● **To do**
Give back nothing but the number of lines in these entries that contain the word "Feldhausener".

● **Source information**
· · · ·

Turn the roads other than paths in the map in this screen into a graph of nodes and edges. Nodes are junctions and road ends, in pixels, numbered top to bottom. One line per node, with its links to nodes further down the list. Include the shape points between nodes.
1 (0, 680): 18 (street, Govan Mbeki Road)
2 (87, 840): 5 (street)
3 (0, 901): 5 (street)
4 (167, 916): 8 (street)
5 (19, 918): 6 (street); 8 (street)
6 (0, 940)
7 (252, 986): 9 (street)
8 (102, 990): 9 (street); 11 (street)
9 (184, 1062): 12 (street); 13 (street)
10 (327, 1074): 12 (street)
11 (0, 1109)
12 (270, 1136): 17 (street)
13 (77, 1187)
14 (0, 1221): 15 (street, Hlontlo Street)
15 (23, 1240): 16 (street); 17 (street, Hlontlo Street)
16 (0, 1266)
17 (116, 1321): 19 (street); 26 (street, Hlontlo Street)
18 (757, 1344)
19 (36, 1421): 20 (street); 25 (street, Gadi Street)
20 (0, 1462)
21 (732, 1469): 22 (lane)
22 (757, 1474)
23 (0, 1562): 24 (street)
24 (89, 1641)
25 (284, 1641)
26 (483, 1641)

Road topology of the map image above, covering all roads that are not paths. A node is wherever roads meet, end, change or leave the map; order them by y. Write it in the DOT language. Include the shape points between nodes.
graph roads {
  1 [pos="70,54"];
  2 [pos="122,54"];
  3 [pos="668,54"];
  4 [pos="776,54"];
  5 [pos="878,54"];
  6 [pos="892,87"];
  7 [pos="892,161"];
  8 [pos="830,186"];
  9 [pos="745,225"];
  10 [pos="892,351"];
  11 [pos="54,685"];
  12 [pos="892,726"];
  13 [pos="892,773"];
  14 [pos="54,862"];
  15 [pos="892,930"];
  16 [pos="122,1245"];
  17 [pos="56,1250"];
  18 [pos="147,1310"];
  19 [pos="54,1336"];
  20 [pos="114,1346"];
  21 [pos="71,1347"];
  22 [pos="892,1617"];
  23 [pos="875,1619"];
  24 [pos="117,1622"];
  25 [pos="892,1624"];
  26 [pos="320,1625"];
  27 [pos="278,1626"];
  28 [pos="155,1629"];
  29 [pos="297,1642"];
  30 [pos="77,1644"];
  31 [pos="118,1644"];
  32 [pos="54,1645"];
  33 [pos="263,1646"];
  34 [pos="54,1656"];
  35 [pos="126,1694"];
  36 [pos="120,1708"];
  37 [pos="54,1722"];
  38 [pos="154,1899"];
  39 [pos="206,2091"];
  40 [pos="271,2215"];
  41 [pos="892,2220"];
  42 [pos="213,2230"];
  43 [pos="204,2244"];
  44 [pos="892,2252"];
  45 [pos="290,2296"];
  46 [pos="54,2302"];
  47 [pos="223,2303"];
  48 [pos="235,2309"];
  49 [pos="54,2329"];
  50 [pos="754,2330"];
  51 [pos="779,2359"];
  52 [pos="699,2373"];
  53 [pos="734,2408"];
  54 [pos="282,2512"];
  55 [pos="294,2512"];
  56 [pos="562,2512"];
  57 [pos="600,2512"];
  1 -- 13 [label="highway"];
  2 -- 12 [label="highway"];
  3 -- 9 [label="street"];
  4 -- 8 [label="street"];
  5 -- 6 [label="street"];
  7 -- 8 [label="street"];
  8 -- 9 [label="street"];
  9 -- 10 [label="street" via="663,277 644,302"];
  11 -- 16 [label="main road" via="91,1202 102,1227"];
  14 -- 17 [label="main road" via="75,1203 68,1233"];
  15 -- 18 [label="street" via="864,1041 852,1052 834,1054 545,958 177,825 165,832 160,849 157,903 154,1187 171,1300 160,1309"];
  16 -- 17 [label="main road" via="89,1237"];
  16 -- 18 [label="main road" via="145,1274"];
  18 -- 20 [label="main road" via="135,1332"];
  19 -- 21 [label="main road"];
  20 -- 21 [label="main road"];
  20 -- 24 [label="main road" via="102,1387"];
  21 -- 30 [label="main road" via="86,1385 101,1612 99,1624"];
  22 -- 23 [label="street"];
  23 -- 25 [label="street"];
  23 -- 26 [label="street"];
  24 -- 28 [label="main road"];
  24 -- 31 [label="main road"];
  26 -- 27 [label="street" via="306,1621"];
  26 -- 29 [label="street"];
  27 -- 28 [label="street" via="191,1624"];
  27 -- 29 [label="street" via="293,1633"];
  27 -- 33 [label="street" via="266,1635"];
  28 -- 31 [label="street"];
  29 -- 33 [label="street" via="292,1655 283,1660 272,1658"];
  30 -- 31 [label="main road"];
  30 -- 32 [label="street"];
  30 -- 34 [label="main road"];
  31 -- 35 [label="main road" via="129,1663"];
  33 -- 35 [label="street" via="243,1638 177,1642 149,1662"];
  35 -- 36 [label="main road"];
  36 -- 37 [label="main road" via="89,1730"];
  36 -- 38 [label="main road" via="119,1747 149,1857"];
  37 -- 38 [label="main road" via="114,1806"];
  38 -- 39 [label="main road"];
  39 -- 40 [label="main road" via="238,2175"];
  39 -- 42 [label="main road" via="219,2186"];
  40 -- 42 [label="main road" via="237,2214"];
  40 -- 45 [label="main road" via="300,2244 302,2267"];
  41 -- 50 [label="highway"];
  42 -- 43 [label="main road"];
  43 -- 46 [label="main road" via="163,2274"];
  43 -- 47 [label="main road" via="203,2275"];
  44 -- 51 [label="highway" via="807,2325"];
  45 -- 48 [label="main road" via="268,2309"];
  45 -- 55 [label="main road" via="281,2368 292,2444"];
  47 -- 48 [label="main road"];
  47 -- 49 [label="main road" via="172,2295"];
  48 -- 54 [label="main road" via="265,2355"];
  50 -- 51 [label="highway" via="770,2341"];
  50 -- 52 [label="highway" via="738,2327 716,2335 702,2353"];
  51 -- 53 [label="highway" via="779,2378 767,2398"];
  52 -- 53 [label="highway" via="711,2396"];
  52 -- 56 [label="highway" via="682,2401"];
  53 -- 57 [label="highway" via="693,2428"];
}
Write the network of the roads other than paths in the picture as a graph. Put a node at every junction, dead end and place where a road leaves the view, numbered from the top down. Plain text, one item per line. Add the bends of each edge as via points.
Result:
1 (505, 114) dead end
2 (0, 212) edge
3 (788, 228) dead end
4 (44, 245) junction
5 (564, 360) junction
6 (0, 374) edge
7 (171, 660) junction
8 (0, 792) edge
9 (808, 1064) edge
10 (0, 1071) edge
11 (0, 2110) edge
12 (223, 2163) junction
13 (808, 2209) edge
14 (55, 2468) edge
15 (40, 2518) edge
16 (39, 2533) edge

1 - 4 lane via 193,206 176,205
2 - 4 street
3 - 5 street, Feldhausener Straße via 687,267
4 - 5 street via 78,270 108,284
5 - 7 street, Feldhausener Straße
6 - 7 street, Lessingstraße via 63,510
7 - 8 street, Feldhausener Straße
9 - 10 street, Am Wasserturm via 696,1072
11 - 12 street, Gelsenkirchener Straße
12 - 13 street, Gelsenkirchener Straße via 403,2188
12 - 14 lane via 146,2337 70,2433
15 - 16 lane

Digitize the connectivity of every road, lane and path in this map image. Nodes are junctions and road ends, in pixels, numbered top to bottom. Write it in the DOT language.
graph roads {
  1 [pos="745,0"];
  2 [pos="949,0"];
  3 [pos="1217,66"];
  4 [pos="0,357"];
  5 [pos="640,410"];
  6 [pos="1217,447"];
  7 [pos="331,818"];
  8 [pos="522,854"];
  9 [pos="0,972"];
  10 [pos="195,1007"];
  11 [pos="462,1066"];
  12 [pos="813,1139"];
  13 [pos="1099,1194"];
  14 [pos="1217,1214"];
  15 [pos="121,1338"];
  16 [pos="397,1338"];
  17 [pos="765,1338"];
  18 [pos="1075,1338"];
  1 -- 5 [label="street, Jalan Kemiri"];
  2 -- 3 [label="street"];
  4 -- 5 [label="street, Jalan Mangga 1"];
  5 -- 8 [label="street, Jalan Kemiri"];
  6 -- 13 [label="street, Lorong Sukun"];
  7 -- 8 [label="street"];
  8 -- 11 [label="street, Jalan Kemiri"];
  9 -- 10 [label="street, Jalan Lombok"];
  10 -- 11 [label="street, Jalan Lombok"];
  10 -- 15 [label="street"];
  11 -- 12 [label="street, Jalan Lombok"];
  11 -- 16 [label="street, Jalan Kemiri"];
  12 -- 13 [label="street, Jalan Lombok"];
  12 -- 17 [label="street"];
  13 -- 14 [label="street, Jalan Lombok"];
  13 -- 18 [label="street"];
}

· · · ·

● **Finished exercise**
3